Доба отставила горшок с кофе и прикрыла его тряпкой. Из-за редких пожелтевших зубов вынула остаток карамельки, завернула в бумажку и спрятала в карман передника. Потом она осторожно слезла с печки, упираясь рукой в потолок, и, путаясь в залатанной замусоленной юбке, вышла в сени.
— Олдр-олдр! — раскричался индюк, очевидно полагая, что хозяйка принесла ему поесть.
Из верхнего узенького окошка над клеткой тянулась бледная полоска света, еле пробиваясь сквозь паутину, мутные стекла, терялась в темном корытце с застоявшейся водой.
Доба наклонила голову набок, подперла рукой запавшую морщинистую щеку с волосатой бородавкой и проговорила, обращаясь к индюку:
— Провались ты! Ешь то, что под ногами…
Индюк глянул на Добу круглым глазом, тоже наклонил голову, будто хотел сказать: «Оба мы с тобой мытаримся… И чем это все кончится?»
Доба успокоилась и пошла обратно к печке, но тут дверь, не привыкшая, чтобы ее часто отворяли, вдруг запела ржавым голосом. Встрепенулся индюк, вздрогнула и Доба.
— Кто там?
В дверях стоял невысокий старик с длинной курчавой бородой, острым взглядом из-под нависших бровей шарил по избе.
— Помоги бог! — произнес он хрипло.
Одна бровь у него была выше другой, и казалось, что глаза глядят в разные стороны, так что ничего от них не укроется.
Доба съежилась от этого взгляда, замызганная юбка и рваная кофта, из-под которой торчали куски подкладки, обвисли на ней еще больше.
Она хотела уже сказать: «Идите, идите… Мне нечего подать… Носит вас нелегкая…»
— Вы меня не узнаете? — обиженно проговорил вошедший и уставился на нее одним глазом, в то время как другой смотрел на индюка.
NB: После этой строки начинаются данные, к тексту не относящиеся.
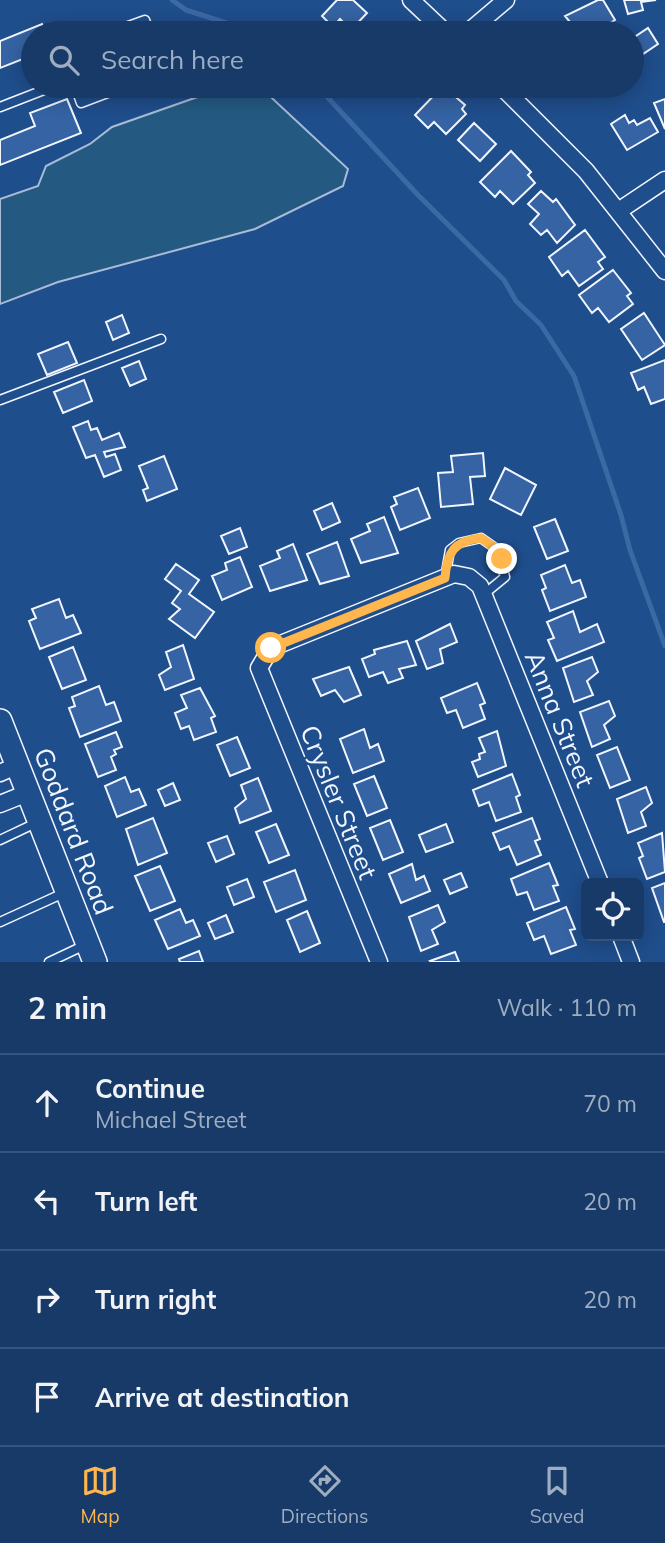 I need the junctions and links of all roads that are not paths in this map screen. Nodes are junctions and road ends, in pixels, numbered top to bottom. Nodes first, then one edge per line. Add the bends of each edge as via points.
1 (411, 0) edge
2 (506, 0) edge
3 (433, 21) edge
4 (481, 21) edge
5 (23, 98) edge
6 (79, 98) edge
7 (94, 98) edge
8 (513, 98) edge
9 (0, 107) edge
10 (665, 180) edge
11 (620, 210) junction
12 (665, 271) edge
13 (161, 339) dead end
14 (0, 400) edge
15 (445, 578) junction
16 (483, 595) junction
17 (0, 721) edge
18 (9, 769) edge
19 (30, 792) junction
20 (0, 804) edge
21 (41, 821) junction
22 (0, 840) edge
23 (598, 878) edge
24 (68, 891) junction
25 (1, 919) edge
26 (623, 941) edge
27 (91, 953) edge
28 (50, 962) edge
29 (379, 962) edge
30 (631, 962) edge

1 - 3 street
2 - 4 street
5 - 9 lane
6 - 7 lane via 81,103
8 - 11 street
10 - 11 street
11 - 12 street
13 - 14 lane
15 - 16 street, Anna Street via 469,576
15 - 16 lane via 450,550 481,538 498,550 505,577
15 - 29 street, Crysler Street via 271,648 262,659 260,674
16 - 23 street, Anna Street
17 - 18 main road, Goddard Road
18 - 19 main road, Goddard Road
19 - 20 street
19 - 21 main road, Goddard Road
21 - 22 lane
21 - 24 main road, Goddard Road
24 - 25 lane
24 - 27 main road, Goddard Road
26 - 30 street
27 - 28 lane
— Смотрите, пожалуйста! Лейви-Герш? — удивилась Доба. Хотя она его узнала, голос ее оставался холодным и чужим: — Гость… Давно не видала…
Минутку они смотрели друг на друга, наконец Доба сказала:
— Вы, наверное, думаете, для вас есть работа? Нет, Лейви-Герш, не те времена… Нечего резать…
— Да, не те… Где там резать, что резать? Разве что свиней в этом колхозе…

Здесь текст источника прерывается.